Page MenuHomePhabricator

Document communication expectations around planning a DC switchover
Closed, ResolvedPublic

Description

On the notes etherpad, @LSobanski wrote:

We need to notify all SREs (not just the one in "SRE team") about the switchover, both ahead of time and when starting. Also other people, e.g. Community Relations, ...

And @Kormat wrote:

Even within the "SRE team", there wasn't any mail to the SRE or Ops lists about this. I believe a mail was sent to wikitech-l, but a lot of people aren't on that.

Personally, I (@Legoktm) don't really understand why people aren't subscribed wikitech-l given that's where our public technical discussion is expected to take place, which is why I sent the announcements there and expected people to read it that way.
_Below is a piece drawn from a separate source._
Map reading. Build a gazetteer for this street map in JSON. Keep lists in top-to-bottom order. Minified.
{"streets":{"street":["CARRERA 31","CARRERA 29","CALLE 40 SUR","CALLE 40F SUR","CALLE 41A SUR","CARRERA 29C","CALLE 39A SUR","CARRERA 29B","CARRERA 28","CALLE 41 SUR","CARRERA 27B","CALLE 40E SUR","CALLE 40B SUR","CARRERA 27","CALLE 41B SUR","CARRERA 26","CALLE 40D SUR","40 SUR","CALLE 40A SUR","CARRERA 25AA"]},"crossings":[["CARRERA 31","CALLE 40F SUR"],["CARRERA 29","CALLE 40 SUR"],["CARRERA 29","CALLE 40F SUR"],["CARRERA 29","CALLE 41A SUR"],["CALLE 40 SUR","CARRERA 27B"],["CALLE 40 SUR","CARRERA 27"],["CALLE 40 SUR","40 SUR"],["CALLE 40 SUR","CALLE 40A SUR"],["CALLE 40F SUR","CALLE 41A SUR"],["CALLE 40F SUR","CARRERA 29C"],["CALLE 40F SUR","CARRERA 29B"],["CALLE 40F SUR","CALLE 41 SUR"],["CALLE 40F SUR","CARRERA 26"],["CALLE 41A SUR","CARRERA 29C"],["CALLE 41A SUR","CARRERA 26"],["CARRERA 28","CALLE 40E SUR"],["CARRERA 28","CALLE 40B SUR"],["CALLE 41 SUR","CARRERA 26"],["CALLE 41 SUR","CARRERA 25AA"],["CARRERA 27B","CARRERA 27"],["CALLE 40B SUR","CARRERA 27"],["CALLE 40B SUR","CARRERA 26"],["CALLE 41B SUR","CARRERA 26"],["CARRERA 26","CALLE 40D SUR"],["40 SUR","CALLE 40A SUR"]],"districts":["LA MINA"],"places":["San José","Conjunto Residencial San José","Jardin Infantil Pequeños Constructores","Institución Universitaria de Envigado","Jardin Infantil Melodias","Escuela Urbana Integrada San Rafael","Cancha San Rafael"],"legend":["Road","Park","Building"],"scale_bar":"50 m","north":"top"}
@LSobanski suggested to me yesterday to create a calendar event, which I did for sre@wm.o, however it seems that doesn't cover embedded SREs. Maybe there's a different calendar that should be used instead? It's also been listed on the deployment calendar since last week, are people not checking that?

I also get the impression that there's a desire for DC switchovers to be a "normal thing we do" and a non-event, if that's the case then do we need to make special announcements?

I would consider this task resolved when the "Weeks in advance preparation" and "Days in advance preparation" sections on https://wikitech.wikimedia.org/wiki/Switch_Datacenter#MediaWiki are updated to reflect at what point what communication should be sent.

Event Timeline

A few points:

  • Anyone who works in the technical wikimedia community should be subscribed to wikitech-l
  • Anyone who releases software should 1 - ensure that they know what's happening around them 2 - look at other calendarized deployments (and the switchover was). The information was one jouncebot: next message on IRC away from anyone doing a deployment.

X-posting the announcement to ops-l might have helped, but I definitely do not think we should keep announcing them org-wide or with a banner on-wiki in the future, because as @Legoktm wrote, they're going to become "normal" maintenance windows.

Rather than expanding how much we communicate the switchover, I think we should instead have a way to technically lock all deployments, be then scap/scap3/helm-driven, for the duration of the switchover.

If I had to chose, Id' decline this task.

In T285806, @Legoktm wrote:

Personally, I (@Legoktm) don't really understand why people aren't subscribed wikitech-l given that's where our public technical discussion is expected to take place, which is why I sent the announcements there and expected people to read it that way.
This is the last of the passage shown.